Terkadang ketika Rita melihat diri Mashiro, ada rasa iba yang muncul. Dia ingin memeluknya karena memutuskan untuk lanjut menggambar manga.
“……Tapi meski kita ikut campur sekarang ini, hasilnya hanya akan sama saja. Shiina jadi semakin terkenal setelah memenangkan penghargaan manga. Setelah karyanya diadaptasi menjadi drama, mereka memutuskan untuk membuat animenya. Dia sudah benar-benar menjadi pusat perhatian sekarang ini.”

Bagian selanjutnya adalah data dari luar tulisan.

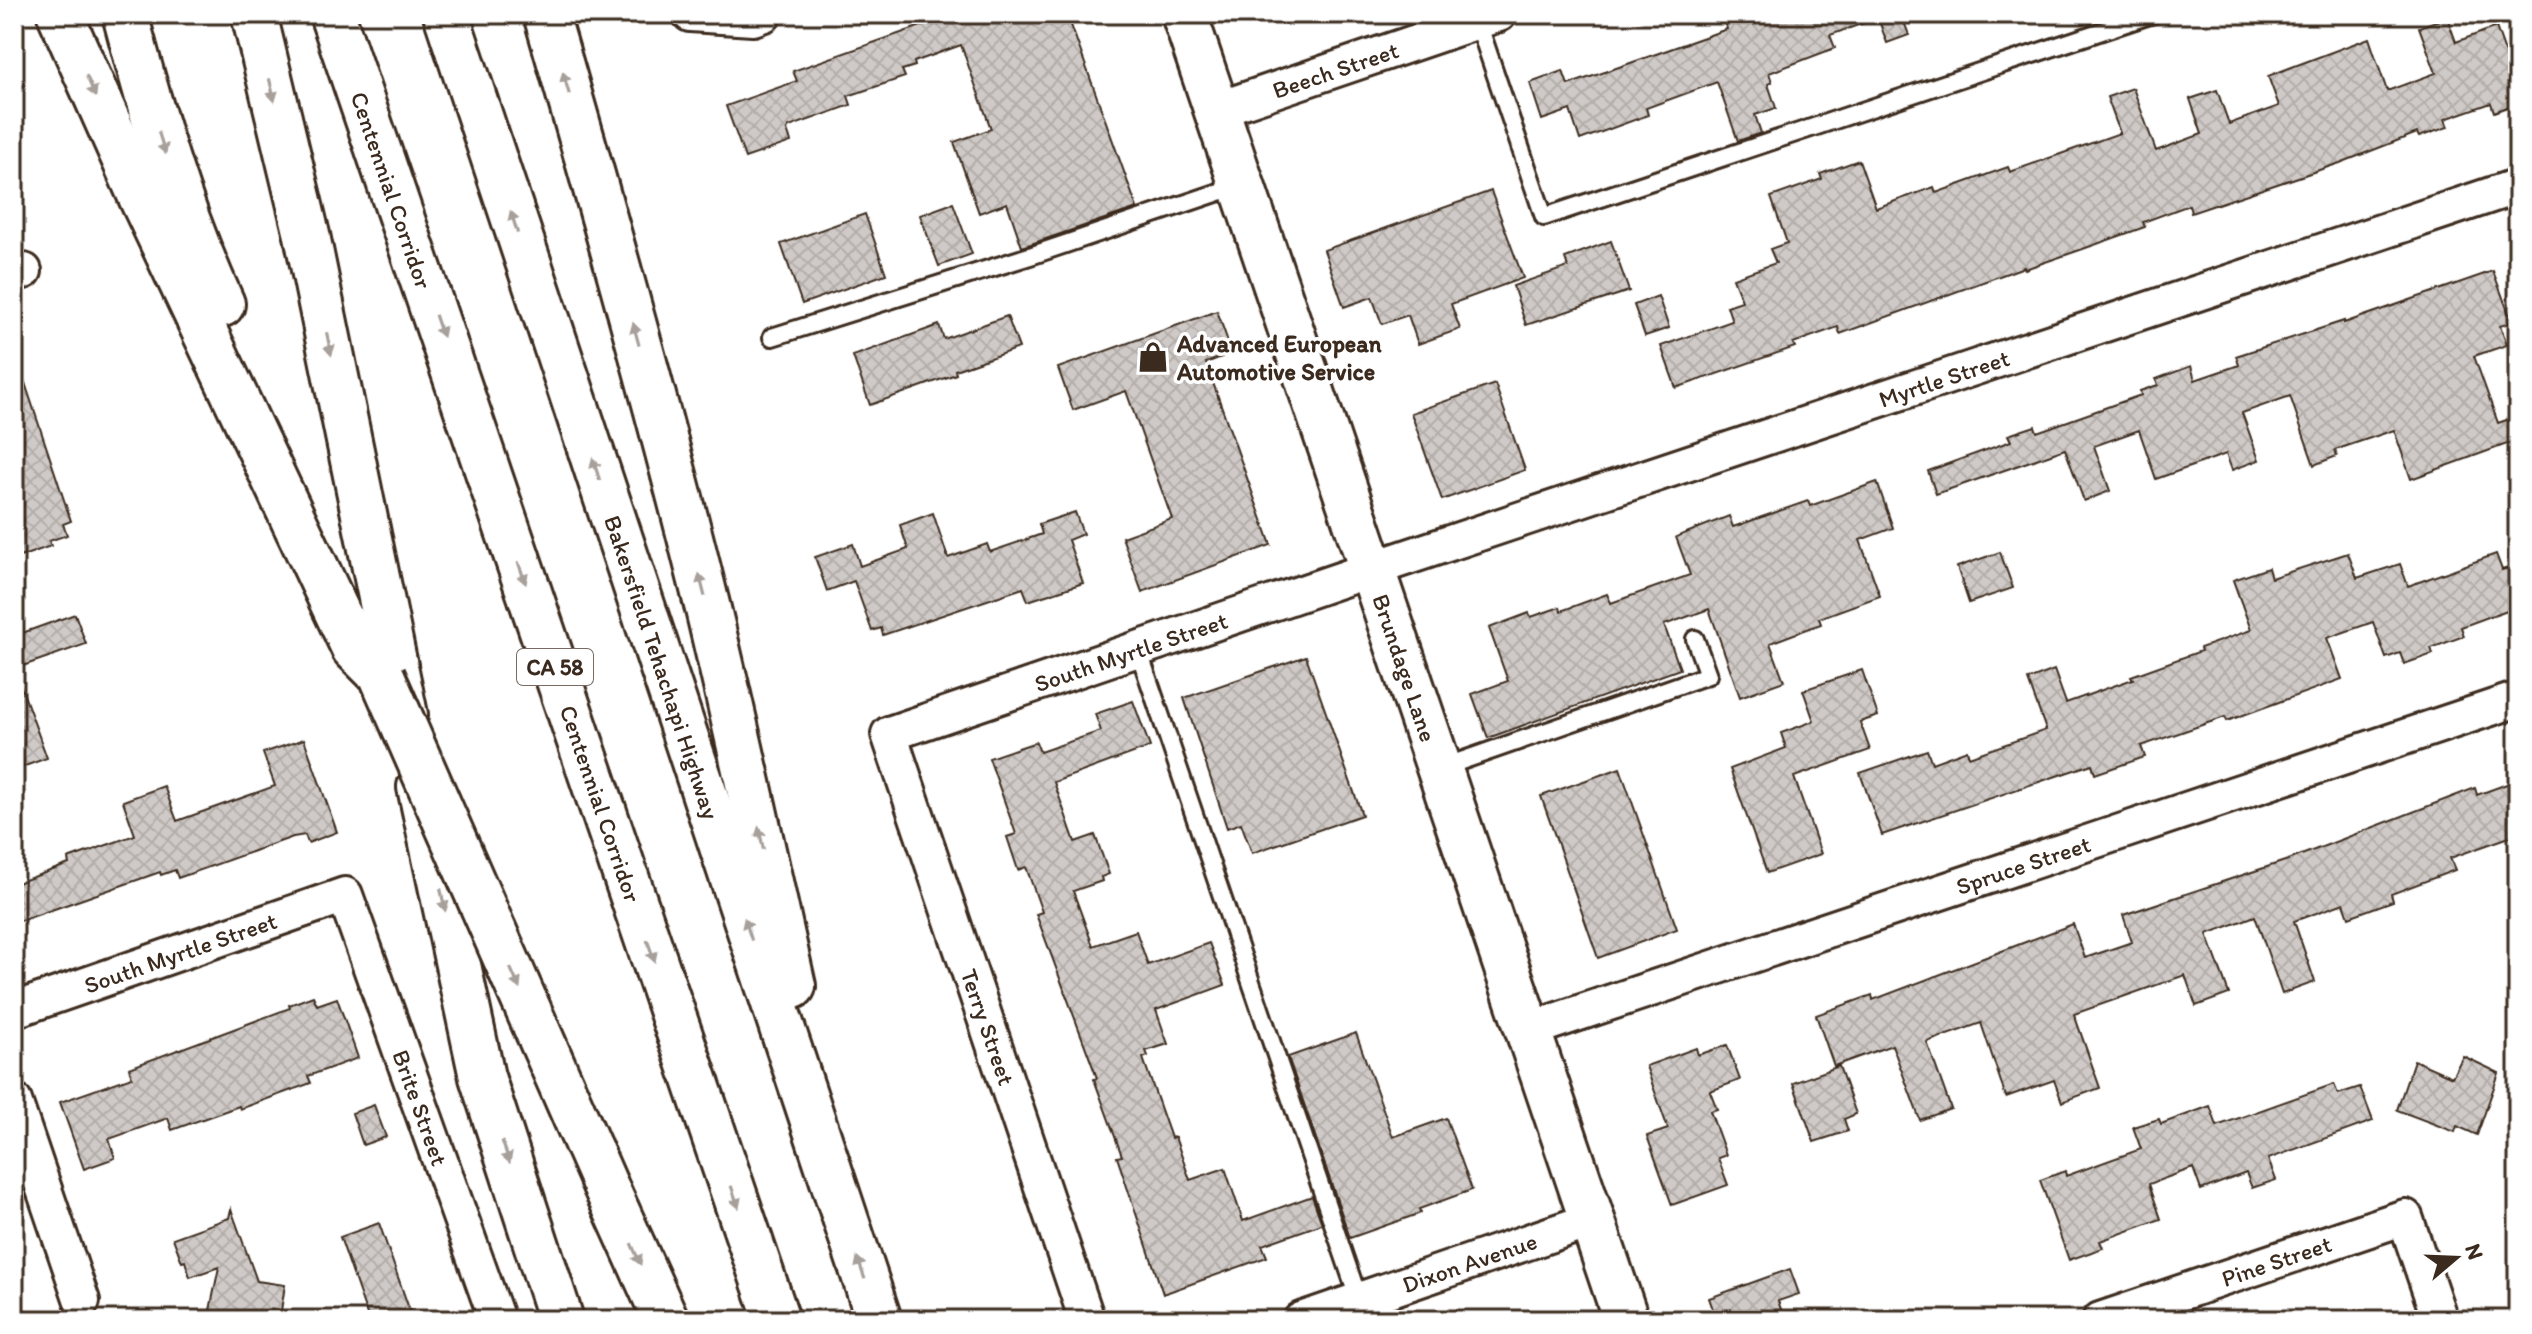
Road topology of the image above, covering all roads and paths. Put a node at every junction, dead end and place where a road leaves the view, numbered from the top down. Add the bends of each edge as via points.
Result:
1 (60, 14) edge
2 (125, 14) edge
3 (254, 14) edge
4 (332, 14) edge
5 (446, 14) edge
6 (546, 14) edge
7 (690, 14) edge
8 (764, 14) edge
9 (1184, 14) edge
10 (2153, 14) edge
11 (1484, 16) edge
12 (1216, 110) junction
13 (1241, 184) junction
14 (2518, 186) edge
15 (772, 337) dead end
16 (257, 410) junction
17 (1372, 569) junction
18 (1695, 639) dead end
19 (1138, 649) junction
20 (2518, 699) edge
21 (889, 734) joint
22 (1439, 768) junction
23 (345, 895) joint
24 (14, 1010) edge
25 (1528, 1030) junction
26 (14, 1101) edge
27 (843, 1215) junction
28 (1592, 1220) junction
29 (1359, 1300) junction
30 (82, 1301) dead end
31 (497, 1320) edge
32 (561, 1320) edge
33 (666, 1320) edge
34 (777, 1320) edge
35 (879, 1320) edge
36 (1087, 1320) edge
37 (1301, 1320) edge
38 (1626, 1320) edge
39 (2100, 1320) edge
40 (2440, 1320) edge

1 -> 16 main road via 143,201
2 -> 16 main road via 147,97
3 -> 32 main road via 307,235 482,1077
4 -> 34 main road, Centennial Corridor / CA 58
27 -> 5 main road, Bakersfield Tehachapi Highway
27 -> 6 main road via 704,592
7 - 8 street
9 - 12 main road, Brundage Lane
10 - 11 lane via 1544,217
11 - 12 street, Beech Street
12 - 13 main road, Brundage Lane
13 - 15 lane
13 - 17 main road, Brundage Lane
14 - 17 street, Myrtle Street
16 -> 33 main road, bridge via 373,640 382,676
17 - 19 street, South Myrtle Street
17 - 22 main road, Brundage Lane
18 - 22 lane via 1708,675
19 - 21 street, South Myrtle Street
19 - 29 lane
20 - 25 street, Spruce Street
21 - 36 street, Terry Street
22 - 25 main road, Brundage Lane
23 - 24 street, South Myrtle Street
23 - 31 street, Brite Street
25 - 28 main road, Brundage Lane
26 - 30 street
35 -> 27 main road, Bakersfield Tehachapi Highway
28 - 29 street, Dixon Avenue
28 - 38 main road, Brundage Lane
29 - 37 street, Dixon Avenue
39 - 40 street, Pine Street via 2405,1217

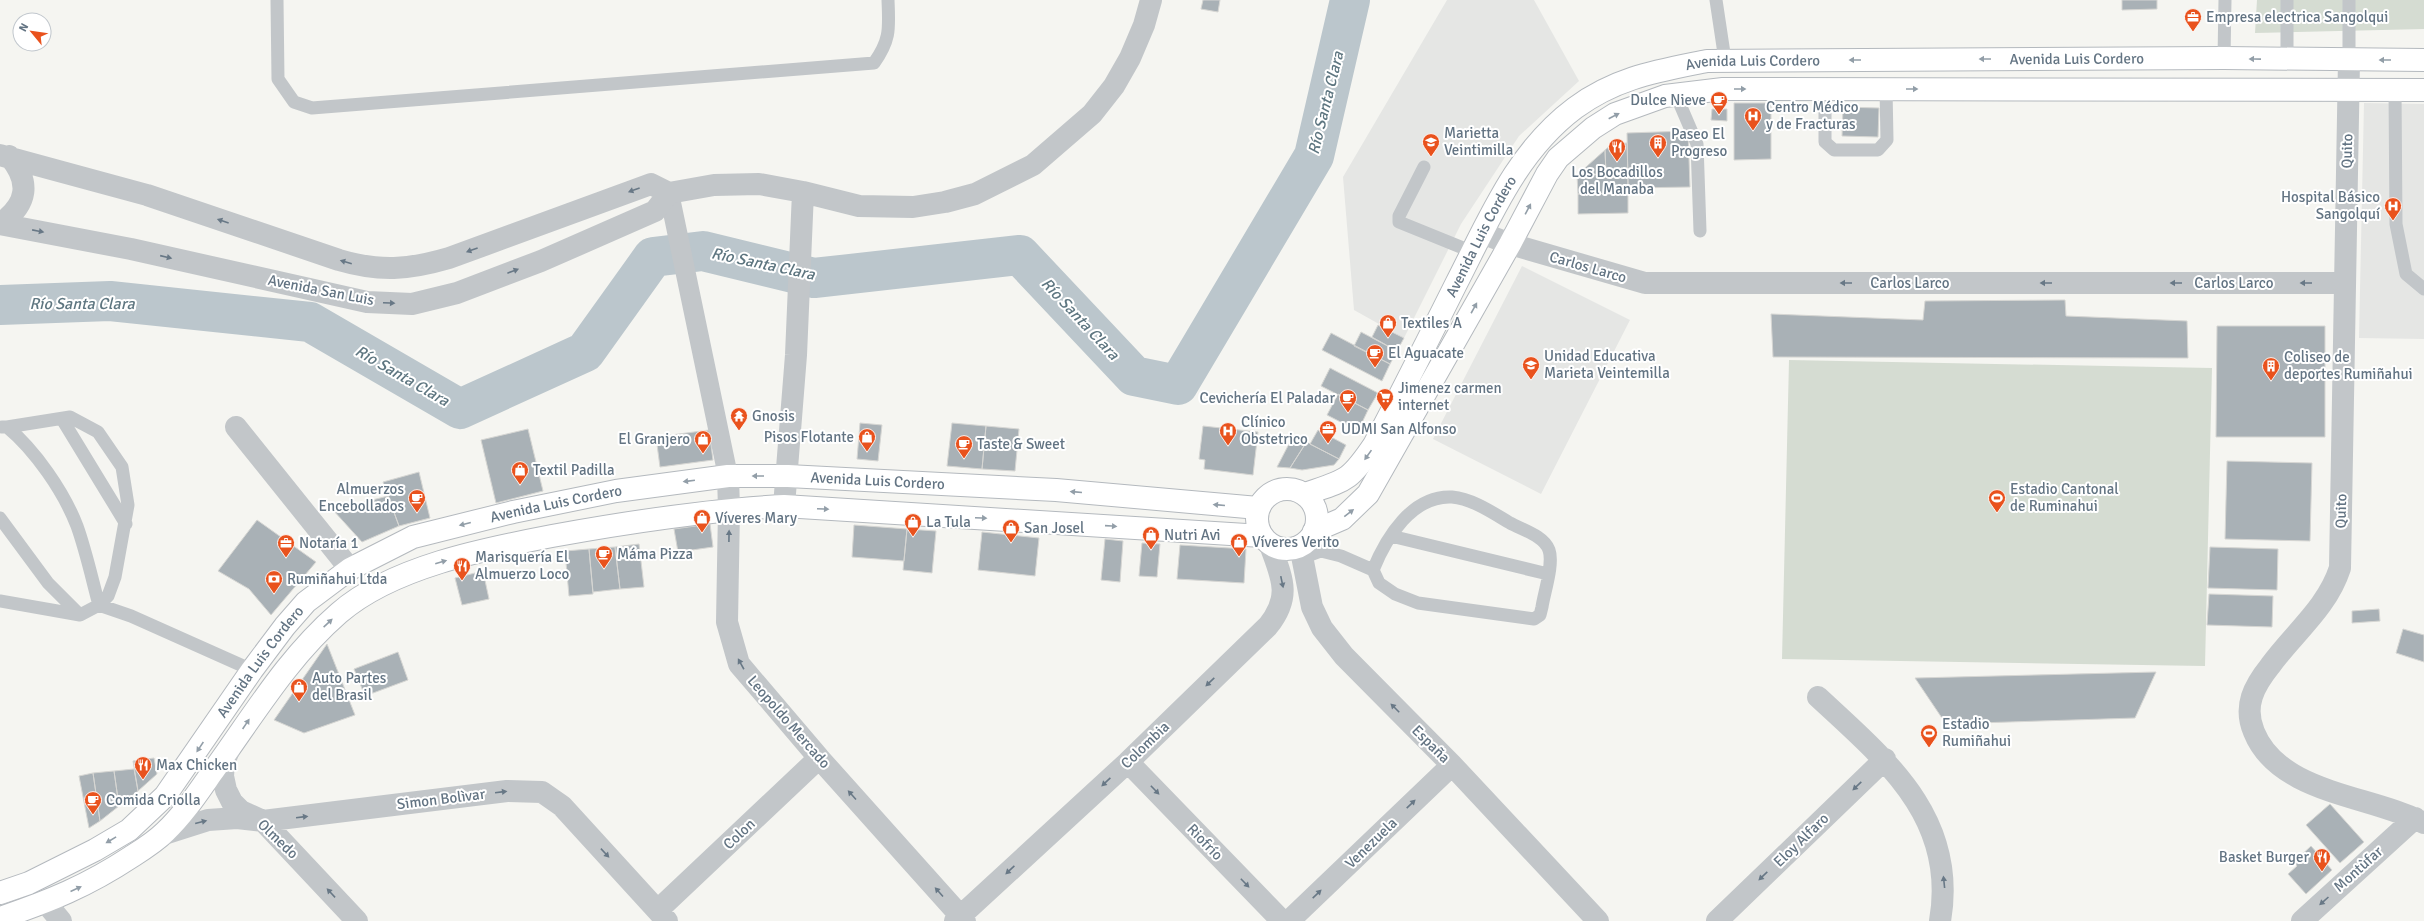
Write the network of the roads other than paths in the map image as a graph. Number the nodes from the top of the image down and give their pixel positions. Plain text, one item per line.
1 (278, 0) edge
2 (888, 0) edge
3 (1151, 0) edge
4 (1716, 0) edge
5 (2225, 0) edge
6 (2287, 0) edge
7 (2349, 0) edge
8 (2224, 58) junction
9 (2287, 59) junction
10 (1725, 60) junction
11 (2348, 60) junction
12 (2424, 60) edge
13 (1825, 89) junction
14 (1886, 89) junction
15 (2348, 90) junction
16 (2395, 90) junction
17 (2424, 90) edge
18 (1676, 95) junction
19 (5, 155) edge
20 (1424, 167) dead end
21 (803, 192) junction
22 (669, 193) junction
23 (0, 224) edge
24 (1700, 231) dead end
25 (1477, 243) junction
26 (1510, 244) junction
27 (2345, 283) junction
28 (2424, 289) edge
29 (62, 419) junction
30 (4, 427) edge
31 (236, 427) dead end
32 (728, 476) junction
33 (788, 476) junction
34 (1305, 494) junction
35 (784, 506) junction
36 (1258, 508) junction
37 (729, 509) junction
38 (0, 518) edge
39 (126, 524) junction
40 (1392, 536) junction
41 (1266, 540) junction
42 (1305, 545) junction
43 (350, 568) junction
44 (1373, 570) junction
45 (1548, 574) junction
46 (0, 601) edge
47 (99, 605) junction
48 (80, 615) junction
49 (252, 670) junction
50 (1818, 697) dead end
51 (228, 750) junction
52 (819, 758) junction
53 (1884, 758) junction
54 (1128, 762) junction
55 (1452, 765) junction
56 (2419, 820) edge
57 (264, 821) junction
58 (164, 834) junction
59 (0, 894) edge
60 (46, 903) junction
61 (663, 916) edge
62 (0, 918) edge
63 (960, 919) edge
64 (61, 921) edge
65 (357, 921) edge
66 (1282, 921) edge
67 (1289, 921) edge
68 (1598, 921) edge
69 (1717, 921) edge
70 (1940, 921) edge
71 (2302, 921) edge

1 - 2 lane
3 - 21 street
4 - 10 lane
5 - 8 lane
6 - 9 lane
7 - 11 lane
9 -> 8 main road, Avenida Luis Cordero
8 -> 10 main road, Avenida Luis Cordero
9 - 11 main road, Avenida Luis Cordero
10 - 25 main road, Avenida Luis Cordero
12 -> 11 main road, Avenida Luis Cordero
11 - 15 street, Quito
13 - 14 main road, Avenida Luis Cordero
13 - 14 lane
18 -> 13 main road, Avenida Luis Cordero
14 -> 15 main road, Avenida Luis Cordero
15 - 16 main road, Avenida Luis Cordero
15 - 27 street, Quito
16 - 17 main road, Avenida Luis Cordero
16 - 28 lane
18 - 24 lane
26 -> 18 main road, Avenida Luis Cordero
22 -> 19 street, Avenida San Luis
19 - 23 street
20 - 25 lane
21 - 22 street
21 - 33 street
23 -> 22 street, Avenida San Luis
22 - 32 street
25 - 26 street, Carlos Larco
25 -> 34 main road, Avenida Luis Cordero
27 -> 26 street, Carlos Larco
42 -> 26 main road, Avenida Luis Cordero
27 - 56 street, Quito
29 - 30 lane
29 - 39 lane
29 - 39 lane
30 - 47 lane
31 - 43 street
33 -> 32 main road, Avenida Luis Cordero
32 - 37 street, Leopoldo Mercado
32 -> 43 main road, Avenida Luis Cordero
33 - 35 street
36 -> 33 main road, Avenida Luis Cordero
34 - 36 main road
34 - 42 main road
35 - 37 main road, Avenida Luis Cordero
35 -> 41 main road, Avenida Luis Cordero
36 - 41 main road
51 -> 37 main road, Avenida Luis Cordero
52 -> 37 street, Leopoldo Mercado
38 - 48 lane
39 - 47 lane
40 - 44 lane
40 - 45 lane
40 - 45 lane
41 - 42 main road
41 -> 54 street, Colombia
42 - 44 lane
55 -> 42 street, España
43 - 49 main road, Avenida Luis Cordero
44 - 45 lane
46 - 48 lane
47 - 48 lane
47 - 49 lane
49 -> 59 main road, Avenida Luis Cordero
50 - 53 street
51 - 57 street, Olmedo
51 - 58 main road, Avenida Luis Cordero
52 - 61 street, Colon
63 -> 52 street, Leopoldo Mercado
53 -> 69 street, Eloy Alfaro
70 -> 53 street
54 -> 63 street, Colombia
54 -> 66 street, Riofrío
67 -> 55 street, Venezuela
55 - 68 street, España
56 -> 71 street, Montùfar
58 -> 57 street, Simon Bolìvar
57 -> 61 street, Simon Bolìvar
65 -> 57 street, Olmedo
60 -> 58 main road, Avenida Luis Cordero
60 - 62 main road, Avenida Luis Cordero
60 - 64 street

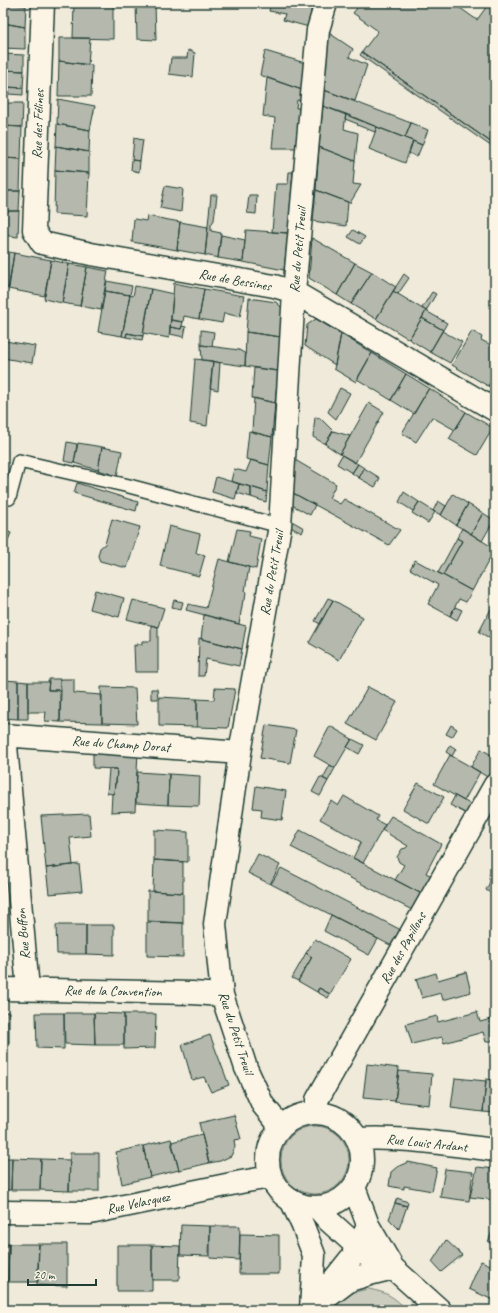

“Mm…..memang benar sih, tapi…meski begitu, apa tidak ada cara untuk mempertahankan hubungannya? Jika mimpinya menjadi kenyataan, dia akan sangat sibuk dan terus berusaha untuk lebih meningkat lagi……pada akhirnya, dia tidak bisa meminta bantuan siapapun.”
“Meski begitu, Shiina bisa menenangkan pikirannya sedikit demi sedikit. Dia bisa terbiasa dengan pekerjaannya dulu, dan tidak perlu memikirkan hal lainnya ketika sedang sibuk.”
“……”
Rita menatap Ryuunosuke yang berbicara dengan tenang.
“Kenapa kau menatapku seperti itu lagi?”
“Tidak apa-apa. Aku hanya terkejut dengan yang Ryuunosuke katakan.”
“Sampai sini saja ya. Aku mau pulang karena tersinggung.”
Ryuunosuke menghentikan langkahnya dan berbalik arah.
“Oh, tunggu. Apa Ryuunosuke bisa tanggung jawab jika aku kenapa-napa?”
“……”
“Beberapa hari yang lalu di jalan ini, tampaknya terjadi kecelakaan serius.”
“……”
Ryuunosuke berbalik arah lagi dan mulai berjalan kembali. Rita mengejarnya dengan berlari-lari kecil dan berhasil berjalan berdampingan dengan Ryuunosuke lagi.
“Mungkin saja yang dikatakan Ryuunosuke itu benar adanya, jika terus melangkah maju sedikit demi sedikit, suatu saat usaha tersebut akan berbuah manis. Selama tidak berhenti ataupun menyerah……Mashiro akan mampu memaafkan dirinya sendiri dan juga Sorata.”
Dia tahu kalau hal itu memang tidak mudah dilakukan. Dia juga tidak tahu butuh waktu berapa lama sampai itu bisa terjadi. Setahun, tiga tahun, lima tahun kemudian……atau mungkin sepuluh tahun kemudian, dan mungkin saja lebih dari itu. Tapi tetap saja, mereka memiliki keyakinan untuk maju. Dengan mempercayai hal itu, dia bisa lega mengetahui kalau Sorata dan Mashiro sedang berusaha sebaik mungkin.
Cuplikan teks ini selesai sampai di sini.